Figure 8.

Transfer of recombinant mouse IL-33 into Treg depletion mice restored Treg cells and promoted lung epithelial regeneration. (A) Schematic diagrams of IL-33 supplementation in Treg depleted mice during LPS-induced ARDS. Mice were intraperitoneally injection with 100 µg of anti-CD25 antibody or IgG 10 days before LPS exposure and repeatedly treated every 7 days for continuous Treg depletion. Then 1 day before and after LPS administration, rIL-33 (2 mg/mouse) were intraperitoneally injected into mice. Mice were sacrificed at 4 day after LPS administration. (B) Cytofluorometric dot plots of Treg cells in Saline+anti-CD25, Saline+anti-CD25+rIL-33, LPS+anti-CD25, LPS+anti-CD25+rIL-33 group. Numbers depict the fraction of CD4+ T cells within the designated gate. The upper panels display the Treg cells in lung, and the lower panels display the Treg cells in spleen. (C) Summary data for the percentage of Treg cells in the lung or spleen depicted in (B). (D) Summary data for the percentage and (E) number of epithelial cells in the lungs. (F) Percentage of proliferating epithelial cells in the lung. (G) Zebra plots of proliferating epithelial cells percentage in different groups in the lung. (H) Histopathological staining. Representative HE staining of lung sections were shown in Saline+IgG, Saline+anti-CD25, Saline+anti-CD25+rIL-33, LPS+IgG, LPS+anti-CD25, LPS+anti-CD25+rIL-33 group.

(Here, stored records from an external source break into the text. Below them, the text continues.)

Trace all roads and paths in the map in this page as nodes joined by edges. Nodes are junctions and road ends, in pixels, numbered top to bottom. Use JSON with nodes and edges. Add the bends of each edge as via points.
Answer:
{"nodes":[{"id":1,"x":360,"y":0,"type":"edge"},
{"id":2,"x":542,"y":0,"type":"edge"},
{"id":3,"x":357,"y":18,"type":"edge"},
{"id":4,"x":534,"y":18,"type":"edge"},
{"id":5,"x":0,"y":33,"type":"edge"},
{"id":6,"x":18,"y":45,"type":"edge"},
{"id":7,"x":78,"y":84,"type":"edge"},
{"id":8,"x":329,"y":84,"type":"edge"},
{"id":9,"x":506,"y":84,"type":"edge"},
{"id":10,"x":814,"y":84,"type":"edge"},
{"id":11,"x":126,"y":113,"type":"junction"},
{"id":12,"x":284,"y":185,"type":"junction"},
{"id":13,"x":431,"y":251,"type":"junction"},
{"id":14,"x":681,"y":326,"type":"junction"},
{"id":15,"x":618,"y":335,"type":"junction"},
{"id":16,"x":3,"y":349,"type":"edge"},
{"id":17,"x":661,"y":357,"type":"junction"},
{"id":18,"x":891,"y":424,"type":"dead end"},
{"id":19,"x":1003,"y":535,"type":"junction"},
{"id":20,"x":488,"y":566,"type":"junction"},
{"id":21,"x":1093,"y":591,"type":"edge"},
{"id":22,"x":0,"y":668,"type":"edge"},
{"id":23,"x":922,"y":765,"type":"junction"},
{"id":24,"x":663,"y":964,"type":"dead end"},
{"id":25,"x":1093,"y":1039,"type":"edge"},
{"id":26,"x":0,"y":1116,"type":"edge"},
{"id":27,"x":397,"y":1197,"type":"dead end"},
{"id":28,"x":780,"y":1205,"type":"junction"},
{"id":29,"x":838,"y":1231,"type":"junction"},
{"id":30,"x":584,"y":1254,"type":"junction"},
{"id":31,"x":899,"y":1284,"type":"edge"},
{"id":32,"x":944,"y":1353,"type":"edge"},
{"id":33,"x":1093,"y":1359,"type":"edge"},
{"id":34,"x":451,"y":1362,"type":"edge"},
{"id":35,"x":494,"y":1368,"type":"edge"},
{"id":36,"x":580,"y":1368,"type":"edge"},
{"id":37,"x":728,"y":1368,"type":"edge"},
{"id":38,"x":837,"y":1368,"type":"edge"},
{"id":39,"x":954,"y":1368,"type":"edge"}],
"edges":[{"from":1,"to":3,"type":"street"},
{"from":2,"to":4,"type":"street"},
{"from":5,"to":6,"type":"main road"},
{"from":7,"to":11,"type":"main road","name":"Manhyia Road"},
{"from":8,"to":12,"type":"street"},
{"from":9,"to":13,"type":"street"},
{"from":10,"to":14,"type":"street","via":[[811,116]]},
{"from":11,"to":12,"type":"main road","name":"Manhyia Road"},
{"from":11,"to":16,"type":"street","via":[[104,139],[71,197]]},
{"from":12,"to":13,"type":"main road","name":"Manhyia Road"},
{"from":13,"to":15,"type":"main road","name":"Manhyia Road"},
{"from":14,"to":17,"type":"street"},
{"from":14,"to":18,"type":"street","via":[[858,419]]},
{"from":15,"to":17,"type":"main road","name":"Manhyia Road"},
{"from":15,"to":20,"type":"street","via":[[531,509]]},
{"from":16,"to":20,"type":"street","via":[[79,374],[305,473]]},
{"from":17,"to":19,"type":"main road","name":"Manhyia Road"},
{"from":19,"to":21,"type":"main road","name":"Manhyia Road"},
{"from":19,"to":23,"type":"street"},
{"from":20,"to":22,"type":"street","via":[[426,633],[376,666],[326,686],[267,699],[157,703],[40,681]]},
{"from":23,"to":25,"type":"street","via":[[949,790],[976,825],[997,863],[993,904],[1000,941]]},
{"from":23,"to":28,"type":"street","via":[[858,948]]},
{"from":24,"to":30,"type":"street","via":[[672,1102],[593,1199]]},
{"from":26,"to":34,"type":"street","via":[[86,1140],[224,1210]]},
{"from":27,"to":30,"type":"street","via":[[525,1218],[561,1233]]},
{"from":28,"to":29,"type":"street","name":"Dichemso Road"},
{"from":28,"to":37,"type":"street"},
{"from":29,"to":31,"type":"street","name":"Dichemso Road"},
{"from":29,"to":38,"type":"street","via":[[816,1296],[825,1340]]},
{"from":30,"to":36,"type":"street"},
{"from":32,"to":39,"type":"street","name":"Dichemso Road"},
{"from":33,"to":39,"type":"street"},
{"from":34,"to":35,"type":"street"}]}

Original magnification = 200×, scale bar represents 50 μm. (I–L) EpCAM, AQP5, and Sftpc protein was estimated by Western blotting. For all panels: mean ± S.D. *p ≤ 0.05; **p ≤ 0.01; ***p ≤ 0.001; and ****p ≤ 0.0001 for one-way analysis of variance with the Bonferroni post hoc test for multiple t-tests. A value of p < 0.05 was considered statistically significant. n = 6–8 mice per group.